E ainda estou à espera de um remix que mostre que "Lights Out" é uma das canções do ano, que a versão original dá a entender isso mas estraga tudo.
sexta-feira, outubro 17, 2008
'Ye
'808s, coração partido, 40 mulheres nuas (pretas e brancas) e auto-tune. "Love Lockdown" (diz o Jon Caramanica – que me faz não ter muitas saudades do Kelefa Sanneh – no New York Times que é a melhor canção dos TV On The Radio deste ano e faz sentido), "Heartless" e "Coldest Winter". Se há alguém que consegue fazer isto funcionar, é o Kanye West.
quarta-feira, outubro 15, 2008
You're on point
A brincar, a brincar, o meu MC preferido vai ter novo álbum não tarda nada e (provavelmente) vai ser bom.
segunda-feira, outubro 06, 2008
The Very Best
O facto de o Esau Mwamwaya (tão bom que merece um Óscar; daqui a seis meses vai tomar conta do mundo, já podia tê-lo feito antes, mas decidiu esperar) ainda não ter lançado nada em formato físico é uma espécie de apelo à pirataria em DJ sets, não é? E onde é que está o freestyle dele por cima do beat da "A Milli"? Isso é que eu gostava de saber.
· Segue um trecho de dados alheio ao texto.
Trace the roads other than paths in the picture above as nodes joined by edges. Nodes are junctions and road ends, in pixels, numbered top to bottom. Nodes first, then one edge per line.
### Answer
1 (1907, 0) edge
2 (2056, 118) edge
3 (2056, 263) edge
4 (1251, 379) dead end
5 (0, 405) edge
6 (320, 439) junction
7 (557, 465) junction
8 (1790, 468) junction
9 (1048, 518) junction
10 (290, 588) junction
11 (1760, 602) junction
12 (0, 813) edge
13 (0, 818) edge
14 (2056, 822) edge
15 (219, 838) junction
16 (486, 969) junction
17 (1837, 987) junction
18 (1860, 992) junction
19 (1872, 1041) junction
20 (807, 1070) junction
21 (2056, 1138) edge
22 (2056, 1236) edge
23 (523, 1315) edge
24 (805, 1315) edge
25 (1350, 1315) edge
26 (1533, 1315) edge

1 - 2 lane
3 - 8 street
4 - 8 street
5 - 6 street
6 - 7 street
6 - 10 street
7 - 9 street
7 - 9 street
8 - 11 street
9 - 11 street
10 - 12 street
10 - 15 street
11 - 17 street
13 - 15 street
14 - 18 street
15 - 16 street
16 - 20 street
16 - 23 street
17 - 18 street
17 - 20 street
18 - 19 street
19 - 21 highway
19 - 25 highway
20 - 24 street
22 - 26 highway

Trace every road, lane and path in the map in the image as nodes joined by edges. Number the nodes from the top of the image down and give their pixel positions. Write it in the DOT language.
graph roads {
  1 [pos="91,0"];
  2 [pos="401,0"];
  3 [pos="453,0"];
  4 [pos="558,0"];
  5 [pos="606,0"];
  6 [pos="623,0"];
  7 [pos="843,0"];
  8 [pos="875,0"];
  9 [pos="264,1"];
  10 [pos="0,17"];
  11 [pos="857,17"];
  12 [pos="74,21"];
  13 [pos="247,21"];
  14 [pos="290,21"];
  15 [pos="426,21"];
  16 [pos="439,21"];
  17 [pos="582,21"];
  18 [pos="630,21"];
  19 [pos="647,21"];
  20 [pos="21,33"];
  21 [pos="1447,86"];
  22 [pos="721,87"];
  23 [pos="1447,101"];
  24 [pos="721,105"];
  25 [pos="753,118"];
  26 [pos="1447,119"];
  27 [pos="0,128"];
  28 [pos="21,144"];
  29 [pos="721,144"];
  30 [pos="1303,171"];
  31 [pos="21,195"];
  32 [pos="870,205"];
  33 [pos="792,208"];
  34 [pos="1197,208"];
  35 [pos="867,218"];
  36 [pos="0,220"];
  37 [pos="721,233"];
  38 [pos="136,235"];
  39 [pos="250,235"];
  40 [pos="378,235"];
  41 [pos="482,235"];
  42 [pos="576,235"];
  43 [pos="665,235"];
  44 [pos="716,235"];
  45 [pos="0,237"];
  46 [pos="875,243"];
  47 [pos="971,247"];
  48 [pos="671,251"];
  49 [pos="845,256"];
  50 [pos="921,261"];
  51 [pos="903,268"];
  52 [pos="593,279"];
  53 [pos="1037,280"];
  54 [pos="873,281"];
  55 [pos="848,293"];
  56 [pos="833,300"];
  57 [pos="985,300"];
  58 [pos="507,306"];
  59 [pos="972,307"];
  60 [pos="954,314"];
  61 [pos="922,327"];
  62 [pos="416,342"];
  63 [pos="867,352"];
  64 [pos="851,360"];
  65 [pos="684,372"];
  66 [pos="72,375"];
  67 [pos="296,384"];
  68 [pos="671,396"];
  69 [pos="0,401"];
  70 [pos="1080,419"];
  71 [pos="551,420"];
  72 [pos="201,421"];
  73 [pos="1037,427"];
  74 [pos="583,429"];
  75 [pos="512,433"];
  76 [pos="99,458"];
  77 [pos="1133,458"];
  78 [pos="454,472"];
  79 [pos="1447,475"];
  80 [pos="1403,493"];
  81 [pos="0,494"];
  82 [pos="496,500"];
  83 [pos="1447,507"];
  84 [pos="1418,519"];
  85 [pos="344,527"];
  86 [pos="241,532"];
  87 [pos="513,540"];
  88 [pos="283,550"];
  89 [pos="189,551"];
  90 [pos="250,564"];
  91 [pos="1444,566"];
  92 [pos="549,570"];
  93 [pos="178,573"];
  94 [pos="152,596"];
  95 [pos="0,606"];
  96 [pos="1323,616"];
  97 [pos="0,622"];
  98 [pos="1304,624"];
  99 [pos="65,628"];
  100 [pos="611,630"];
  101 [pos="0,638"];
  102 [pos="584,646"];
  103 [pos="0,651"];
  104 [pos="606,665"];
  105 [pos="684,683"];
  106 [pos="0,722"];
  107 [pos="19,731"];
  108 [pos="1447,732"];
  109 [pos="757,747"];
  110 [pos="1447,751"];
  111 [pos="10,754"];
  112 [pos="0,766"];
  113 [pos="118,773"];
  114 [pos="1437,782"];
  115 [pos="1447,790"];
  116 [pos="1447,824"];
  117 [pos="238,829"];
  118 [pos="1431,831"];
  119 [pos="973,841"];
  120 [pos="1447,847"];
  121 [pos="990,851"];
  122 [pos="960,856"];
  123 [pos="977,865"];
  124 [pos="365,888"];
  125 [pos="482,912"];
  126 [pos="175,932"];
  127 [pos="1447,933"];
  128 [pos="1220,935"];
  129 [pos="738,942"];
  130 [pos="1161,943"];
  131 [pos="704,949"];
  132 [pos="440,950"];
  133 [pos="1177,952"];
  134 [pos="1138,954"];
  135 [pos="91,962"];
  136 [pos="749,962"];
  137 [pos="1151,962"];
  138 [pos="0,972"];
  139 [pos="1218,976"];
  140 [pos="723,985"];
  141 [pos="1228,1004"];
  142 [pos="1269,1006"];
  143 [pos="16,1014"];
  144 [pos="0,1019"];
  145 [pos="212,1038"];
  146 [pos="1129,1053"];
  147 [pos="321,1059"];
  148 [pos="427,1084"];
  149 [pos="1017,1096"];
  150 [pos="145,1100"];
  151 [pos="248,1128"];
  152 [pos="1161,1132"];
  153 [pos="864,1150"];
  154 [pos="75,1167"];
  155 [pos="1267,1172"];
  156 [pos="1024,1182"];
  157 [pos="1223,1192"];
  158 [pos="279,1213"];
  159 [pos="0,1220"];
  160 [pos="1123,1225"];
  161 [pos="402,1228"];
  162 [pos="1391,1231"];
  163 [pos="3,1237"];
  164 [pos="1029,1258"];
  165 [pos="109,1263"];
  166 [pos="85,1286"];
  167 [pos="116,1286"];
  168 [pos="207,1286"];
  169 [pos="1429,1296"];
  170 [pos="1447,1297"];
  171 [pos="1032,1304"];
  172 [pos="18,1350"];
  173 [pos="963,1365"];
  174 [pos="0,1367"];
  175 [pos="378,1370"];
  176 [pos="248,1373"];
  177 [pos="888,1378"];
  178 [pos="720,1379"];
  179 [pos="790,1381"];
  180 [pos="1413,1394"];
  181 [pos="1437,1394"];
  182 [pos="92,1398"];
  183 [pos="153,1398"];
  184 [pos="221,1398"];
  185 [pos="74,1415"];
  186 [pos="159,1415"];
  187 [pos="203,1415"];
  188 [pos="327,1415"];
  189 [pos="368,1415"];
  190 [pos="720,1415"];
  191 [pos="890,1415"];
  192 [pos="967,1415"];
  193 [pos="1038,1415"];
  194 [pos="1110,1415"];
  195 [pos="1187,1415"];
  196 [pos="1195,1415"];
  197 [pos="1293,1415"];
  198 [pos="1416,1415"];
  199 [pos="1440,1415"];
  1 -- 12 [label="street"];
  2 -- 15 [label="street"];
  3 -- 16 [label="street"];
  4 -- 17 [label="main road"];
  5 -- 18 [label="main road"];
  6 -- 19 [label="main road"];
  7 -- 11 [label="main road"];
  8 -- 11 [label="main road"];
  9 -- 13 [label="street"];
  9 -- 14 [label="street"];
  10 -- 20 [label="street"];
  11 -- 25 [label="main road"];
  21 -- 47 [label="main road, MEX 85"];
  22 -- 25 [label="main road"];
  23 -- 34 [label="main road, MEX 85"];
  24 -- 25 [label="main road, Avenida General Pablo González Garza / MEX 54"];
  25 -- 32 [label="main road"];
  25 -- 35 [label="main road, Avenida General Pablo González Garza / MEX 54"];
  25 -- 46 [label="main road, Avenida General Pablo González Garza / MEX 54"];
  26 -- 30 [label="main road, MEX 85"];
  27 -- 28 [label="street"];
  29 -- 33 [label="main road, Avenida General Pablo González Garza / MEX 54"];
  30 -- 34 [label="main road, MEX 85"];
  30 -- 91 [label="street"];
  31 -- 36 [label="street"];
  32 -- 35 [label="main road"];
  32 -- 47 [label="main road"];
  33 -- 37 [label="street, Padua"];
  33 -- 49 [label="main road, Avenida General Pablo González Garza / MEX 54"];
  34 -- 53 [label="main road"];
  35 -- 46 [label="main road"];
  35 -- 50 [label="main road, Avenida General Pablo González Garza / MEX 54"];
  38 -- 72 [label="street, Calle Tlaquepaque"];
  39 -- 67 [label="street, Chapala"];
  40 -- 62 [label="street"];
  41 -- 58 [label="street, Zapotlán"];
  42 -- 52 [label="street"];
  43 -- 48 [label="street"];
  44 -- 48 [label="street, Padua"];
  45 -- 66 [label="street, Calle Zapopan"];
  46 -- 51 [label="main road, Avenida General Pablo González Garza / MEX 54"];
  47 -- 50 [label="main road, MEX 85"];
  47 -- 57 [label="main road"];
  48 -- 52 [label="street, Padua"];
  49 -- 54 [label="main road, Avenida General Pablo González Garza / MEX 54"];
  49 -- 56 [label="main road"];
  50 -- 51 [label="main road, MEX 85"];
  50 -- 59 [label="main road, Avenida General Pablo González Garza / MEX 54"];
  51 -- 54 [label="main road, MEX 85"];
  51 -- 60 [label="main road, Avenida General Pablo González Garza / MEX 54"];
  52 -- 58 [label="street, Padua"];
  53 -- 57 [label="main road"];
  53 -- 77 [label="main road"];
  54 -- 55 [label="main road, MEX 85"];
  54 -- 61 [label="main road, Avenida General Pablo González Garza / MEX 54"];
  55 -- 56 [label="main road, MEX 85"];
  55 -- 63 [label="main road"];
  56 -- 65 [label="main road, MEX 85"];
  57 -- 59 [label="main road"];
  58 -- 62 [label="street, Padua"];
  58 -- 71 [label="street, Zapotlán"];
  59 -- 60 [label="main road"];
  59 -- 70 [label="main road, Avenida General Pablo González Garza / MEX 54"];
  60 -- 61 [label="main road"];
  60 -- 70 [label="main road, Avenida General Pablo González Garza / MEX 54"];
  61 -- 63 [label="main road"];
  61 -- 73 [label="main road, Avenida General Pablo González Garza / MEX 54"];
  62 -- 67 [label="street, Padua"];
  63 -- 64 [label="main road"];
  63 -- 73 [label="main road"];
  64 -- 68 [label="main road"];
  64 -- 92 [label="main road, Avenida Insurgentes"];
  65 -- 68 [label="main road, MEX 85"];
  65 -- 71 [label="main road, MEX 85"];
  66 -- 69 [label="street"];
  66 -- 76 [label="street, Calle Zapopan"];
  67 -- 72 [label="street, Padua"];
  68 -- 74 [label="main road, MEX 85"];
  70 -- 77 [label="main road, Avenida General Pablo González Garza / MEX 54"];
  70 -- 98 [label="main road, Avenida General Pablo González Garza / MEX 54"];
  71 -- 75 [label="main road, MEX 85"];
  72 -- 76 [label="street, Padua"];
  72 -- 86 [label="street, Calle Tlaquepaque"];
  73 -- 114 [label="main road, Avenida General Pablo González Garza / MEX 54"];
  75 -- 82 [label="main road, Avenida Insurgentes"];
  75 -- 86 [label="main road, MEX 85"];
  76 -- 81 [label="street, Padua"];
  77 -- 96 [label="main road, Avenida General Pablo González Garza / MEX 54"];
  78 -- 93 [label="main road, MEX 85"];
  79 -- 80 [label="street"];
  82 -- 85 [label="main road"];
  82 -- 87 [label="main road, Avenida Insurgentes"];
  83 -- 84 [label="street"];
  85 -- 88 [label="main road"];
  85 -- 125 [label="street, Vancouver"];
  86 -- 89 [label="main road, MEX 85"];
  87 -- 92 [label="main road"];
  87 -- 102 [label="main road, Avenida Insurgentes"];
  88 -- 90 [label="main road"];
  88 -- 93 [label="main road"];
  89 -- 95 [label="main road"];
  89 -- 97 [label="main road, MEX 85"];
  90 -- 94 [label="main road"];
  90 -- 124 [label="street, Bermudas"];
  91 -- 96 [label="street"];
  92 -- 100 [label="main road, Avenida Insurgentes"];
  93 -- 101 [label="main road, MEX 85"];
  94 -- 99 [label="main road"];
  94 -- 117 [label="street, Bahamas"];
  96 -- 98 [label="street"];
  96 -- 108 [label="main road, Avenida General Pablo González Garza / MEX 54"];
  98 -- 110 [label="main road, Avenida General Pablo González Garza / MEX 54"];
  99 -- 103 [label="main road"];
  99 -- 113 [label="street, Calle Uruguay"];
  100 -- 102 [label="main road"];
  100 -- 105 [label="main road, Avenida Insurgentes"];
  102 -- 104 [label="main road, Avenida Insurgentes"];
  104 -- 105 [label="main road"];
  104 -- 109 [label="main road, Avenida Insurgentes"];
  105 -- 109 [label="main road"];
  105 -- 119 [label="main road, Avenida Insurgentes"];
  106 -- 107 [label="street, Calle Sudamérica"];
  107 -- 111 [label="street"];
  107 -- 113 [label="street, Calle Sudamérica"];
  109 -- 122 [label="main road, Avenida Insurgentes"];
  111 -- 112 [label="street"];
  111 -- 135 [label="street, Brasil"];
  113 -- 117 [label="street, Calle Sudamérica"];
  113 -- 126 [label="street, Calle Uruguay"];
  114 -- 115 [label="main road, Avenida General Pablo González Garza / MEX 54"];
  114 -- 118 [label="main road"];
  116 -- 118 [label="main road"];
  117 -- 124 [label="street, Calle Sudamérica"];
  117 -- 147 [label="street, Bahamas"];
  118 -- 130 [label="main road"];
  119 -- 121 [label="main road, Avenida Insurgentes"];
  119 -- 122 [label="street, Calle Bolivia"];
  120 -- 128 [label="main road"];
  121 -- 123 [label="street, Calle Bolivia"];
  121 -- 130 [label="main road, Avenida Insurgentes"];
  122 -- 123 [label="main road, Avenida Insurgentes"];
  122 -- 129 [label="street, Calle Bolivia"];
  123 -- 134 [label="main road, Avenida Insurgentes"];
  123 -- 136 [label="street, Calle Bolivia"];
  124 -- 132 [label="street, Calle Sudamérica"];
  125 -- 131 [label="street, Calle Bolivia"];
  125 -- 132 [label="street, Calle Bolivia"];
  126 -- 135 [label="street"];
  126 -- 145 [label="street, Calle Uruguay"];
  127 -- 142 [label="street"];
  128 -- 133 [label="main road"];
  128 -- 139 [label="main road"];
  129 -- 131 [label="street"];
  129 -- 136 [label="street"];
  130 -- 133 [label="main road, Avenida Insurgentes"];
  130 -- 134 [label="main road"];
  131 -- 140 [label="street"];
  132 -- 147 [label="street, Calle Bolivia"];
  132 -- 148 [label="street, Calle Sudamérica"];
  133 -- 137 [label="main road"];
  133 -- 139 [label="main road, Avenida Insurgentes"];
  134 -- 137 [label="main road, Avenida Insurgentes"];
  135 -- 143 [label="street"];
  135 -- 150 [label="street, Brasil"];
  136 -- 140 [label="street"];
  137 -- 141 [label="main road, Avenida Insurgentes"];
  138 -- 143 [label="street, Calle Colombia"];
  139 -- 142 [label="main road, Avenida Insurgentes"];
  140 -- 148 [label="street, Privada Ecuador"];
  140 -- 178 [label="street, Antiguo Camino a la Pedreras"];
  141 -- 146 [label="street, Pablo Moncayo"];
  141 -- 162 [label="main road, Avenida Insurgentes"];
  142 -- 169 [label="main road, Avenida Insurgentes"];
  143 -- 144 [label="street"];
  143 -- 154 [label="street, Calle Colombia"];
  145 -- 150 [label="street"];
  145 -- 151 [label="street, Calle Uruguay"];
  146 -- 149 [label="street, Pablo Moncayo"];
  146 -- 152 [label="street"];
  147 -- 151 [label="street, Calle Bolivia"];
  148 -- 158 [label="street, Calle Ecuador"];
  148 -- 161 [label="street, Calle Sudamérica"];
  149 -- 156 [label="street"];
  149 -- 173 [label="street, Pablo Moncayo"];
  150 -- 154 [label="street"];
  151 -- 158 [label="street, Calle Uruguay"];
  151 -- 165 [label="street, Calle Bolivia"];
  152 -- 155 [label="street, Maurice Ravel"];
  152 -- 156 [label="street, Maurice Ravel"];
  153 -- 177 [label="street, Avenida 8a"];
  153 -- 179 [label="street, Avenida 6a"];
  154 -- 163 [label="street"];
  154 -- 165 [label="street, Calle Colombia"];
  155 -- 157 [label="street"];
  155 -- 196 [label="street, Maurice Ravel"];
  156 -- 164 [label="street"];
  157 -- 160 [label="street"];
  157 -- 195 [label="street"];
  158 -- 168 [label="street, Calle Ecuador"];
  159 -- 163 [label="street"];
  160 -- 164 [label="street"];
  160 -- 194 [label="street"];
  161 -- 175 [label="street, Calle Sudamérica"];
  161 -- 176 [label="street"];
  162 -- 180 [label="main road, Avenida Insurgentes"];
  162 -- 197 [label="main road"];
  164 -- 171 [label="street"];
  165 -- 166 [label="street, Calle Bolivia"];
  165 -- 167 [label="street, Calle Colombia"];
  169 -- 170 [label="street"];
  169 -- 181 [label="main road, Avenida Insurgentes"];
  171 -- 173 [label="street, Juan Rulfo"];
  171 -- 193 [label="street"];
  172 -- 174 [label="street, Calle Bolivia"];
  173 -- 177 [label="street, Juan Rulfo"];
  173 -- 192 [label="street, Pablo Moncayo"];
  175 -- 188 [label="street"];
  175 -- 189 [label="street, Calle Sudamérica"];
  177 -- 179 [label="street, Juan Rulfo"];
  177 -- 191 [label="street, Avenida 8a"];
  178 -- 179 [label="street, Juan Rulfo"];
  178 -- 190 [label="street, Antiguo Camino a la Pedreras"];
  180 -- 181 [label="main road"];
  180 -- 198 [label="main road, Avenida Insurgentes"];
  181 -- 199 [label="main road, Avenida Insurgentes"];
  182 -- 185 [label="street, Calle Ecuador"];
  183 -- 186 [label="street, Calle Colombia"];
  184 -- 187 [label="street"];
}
domingo, setembro 28, 2008
Feig, o falhado
Vinha no New York Times anteontem, só vi hoje: um perfil do Paul Feig. Criador do Freaks and Geeks (no meu top 10 de séries favoritas de sempre, certamente) e o maior/melhor falhado de sempre. Grande, grande, muito grande. Cheio de ideias, cheio de falhanços, cheio de desilusões. A comédia dos falhados, dos perdedores, dos feios, dos gordos, dos incompreendidos, dos que gostam demasiado de coisas pouco fixes. Em suma, o meu herói.
quarta-feira, setembro 24, 2008
Love Lockdown #2
O que não quer, de todo, dizer que espero que o 808s and Heartbreak seja todo assim, mas espero que tenha TR-808s e corações partidos e, se não fosse pedir demasiado, rap (ele pode ser um mau rapper, mas é melhor rapper que cantor, e o auto-tune cansa imenso, alguém alguma vez ouviu um disco do T-Pain até ao fim, para além dele?). Kanye triste vale sempre.
Love Lockdown
Que se foda: "Love Lockdown" é malha. Auto-tune, batida do coração, piano, refrão, vale. Mas também, como o próprio diz: "I could stand there in a fucking Speedo and still look like a fuckin' hero."
sábado, setembro 20, 2008
quarta-feira, setembro 17, 2008
Melhor site de todo o sempre
Porque todas as canções do mundo, por muito boas que sejam, seriam sempre melhores com um bocadinho de cowbell e um bocadinho de Christopher Walken. A sério. Experimentem com qualquer uma. Este é o site e com ele qualquer canção pode ficar com o som de dinamite que o Bruce Dickinson ("yes, the Bruce Dickinson") deu a "(Don't Fear) The Reaper". Antes havia canções que podiam ser melhores. Agora não. Exemplo (já passaram oito anos [pronto, nove no caso da malha] e o sketch e a malha continuam míticos, para sempre, comédia e música para sempre):
| Make your own at MoreCowbell.dj | ||
quinta-feira, setembro 11, 2008
This is how I live, Russell
Uma "entrevista" estupenda, uma conversa entre o Russell Brand e o Morrissey (e a mãe do Russell Brand). Achava o Russell Brand irritante, por causa do cabelo, a voz, etc., mas passei a gostar dele algures durante este ano, não faço ideia porquê. O ego enorme, a constante necessidade de atenção, as partes auto-depreciativas não justificáveis, etc. Tem muito em comum com a pessoa com quem fala aqui, o homem mais bonito do mundo e o maior de sempre. "There's nothing else to be obsessed with but the self", diz Brand. "Is there anything that you're not? Because you seem to claim you're everything", diz Morrissey. Ambos têm uma extrema necessidade de serem amados e de lhes darem atenção. E ambos têm muita piada. E divertem-se. É bom.